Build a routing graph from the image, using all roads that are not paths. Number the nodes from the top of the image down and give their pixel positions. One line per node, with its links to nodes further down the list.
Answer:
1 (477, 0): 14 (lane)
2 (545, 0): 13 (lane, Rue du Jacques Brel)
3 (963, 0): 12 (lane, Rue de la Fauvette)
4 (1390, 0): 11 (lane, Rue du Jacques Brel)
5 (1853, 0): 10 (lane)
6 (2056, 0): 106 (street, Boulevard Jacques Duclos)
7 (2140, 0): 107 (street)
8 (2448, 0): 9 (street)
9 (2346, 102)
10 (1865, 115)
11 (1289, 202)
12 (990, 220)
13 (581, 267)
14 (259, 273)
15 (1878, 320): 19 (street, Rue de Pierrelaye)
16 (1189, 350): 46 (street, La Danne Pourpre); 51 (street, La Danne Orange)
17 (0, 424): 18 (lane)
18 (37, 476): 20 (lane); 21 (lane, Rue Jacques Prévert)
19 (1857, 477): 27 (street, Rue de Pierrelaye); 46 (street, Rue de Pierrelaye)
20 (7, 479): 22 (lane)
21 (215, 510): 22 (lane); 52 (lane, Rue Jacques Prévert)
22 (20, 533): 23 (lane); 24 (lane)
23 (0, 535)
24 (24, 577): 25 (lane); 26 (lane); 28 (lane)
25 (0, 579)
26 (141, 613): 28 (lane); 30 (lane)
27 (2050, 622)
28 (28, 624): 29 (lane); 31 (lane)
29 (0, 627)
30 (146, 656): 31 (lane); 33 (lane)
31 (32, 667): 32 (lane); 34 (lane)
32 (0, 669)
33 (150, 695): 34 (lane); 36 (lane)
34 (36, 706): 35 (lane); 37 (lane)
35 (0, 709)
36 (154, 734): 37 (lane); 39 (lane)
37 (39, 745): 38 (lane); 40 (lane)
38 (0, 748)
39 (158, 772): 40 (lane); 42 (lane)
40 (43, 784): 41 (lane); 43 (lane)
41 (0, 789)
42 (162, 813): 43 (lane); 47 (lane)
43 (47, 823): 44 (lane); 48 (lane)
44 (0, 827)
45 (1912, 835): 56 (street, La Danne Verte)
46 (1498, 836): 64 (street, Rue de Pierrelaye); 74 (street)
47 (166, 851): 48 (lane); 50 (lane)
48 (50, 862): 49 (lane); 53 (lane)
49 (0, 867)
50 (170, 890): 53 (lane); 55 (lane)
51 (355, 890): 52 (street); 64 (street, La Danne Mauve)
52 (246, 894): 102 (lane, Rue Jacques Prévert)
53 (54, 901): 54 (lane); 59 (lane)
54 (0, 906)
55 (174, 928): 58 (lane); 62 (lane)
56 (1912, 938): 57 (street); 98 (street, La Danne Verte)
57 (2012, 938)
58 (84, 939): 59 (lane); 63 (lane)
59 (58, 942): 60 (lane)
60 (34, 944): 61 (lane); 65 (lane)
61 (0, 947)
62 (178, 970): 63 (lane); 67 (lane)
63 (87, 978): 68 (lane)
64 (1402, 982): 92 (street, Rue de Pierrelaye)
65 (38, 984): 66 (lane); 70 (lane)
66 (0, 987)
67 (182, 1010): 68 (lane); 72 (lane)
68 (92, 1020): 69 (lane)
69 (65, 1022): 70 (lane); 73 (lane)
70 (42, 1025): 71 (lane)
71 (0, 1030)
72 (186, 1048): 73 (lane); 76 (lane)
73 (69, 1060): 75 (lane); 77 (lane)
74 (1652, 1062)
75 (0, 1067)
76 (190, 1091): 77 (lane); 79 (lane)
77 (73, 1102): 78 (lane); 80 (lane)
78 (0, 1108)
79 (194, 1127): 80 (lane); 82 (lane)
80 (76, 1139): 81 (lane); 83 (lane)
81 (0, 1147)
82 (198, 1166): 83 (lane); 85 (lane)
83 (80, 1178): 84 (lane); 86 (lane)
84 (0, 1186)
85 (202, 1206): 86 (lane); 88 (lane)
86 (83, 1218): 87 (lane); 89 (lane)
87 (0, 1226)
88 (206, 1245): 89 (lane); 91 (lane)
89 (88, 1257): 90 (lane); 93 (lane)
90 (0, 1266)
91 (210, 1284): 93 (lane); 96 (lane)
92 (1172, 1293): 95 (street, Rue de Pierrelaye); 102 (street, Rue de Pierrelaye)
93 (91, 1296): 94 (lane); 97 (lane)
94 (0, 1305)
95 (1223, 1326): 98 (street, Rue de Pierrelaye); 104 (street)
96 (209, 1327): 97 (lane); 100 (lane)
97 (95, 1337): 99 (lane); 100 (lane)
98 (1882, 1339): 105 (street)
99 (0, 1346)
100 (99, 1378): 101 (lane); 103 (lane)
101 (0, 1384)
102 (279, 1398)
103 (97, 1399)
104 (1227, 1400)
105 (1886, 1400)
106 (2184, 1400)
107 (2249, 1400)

TRY IT
Pull every line containing the word "Verte" out of the listing.

RESPONSE TO THIS EXERCISE
45 (1912, 835): 56 (street, La Danne Verte)
56 (1912, 938): 57 (street); 98 (street, La Danne Verte)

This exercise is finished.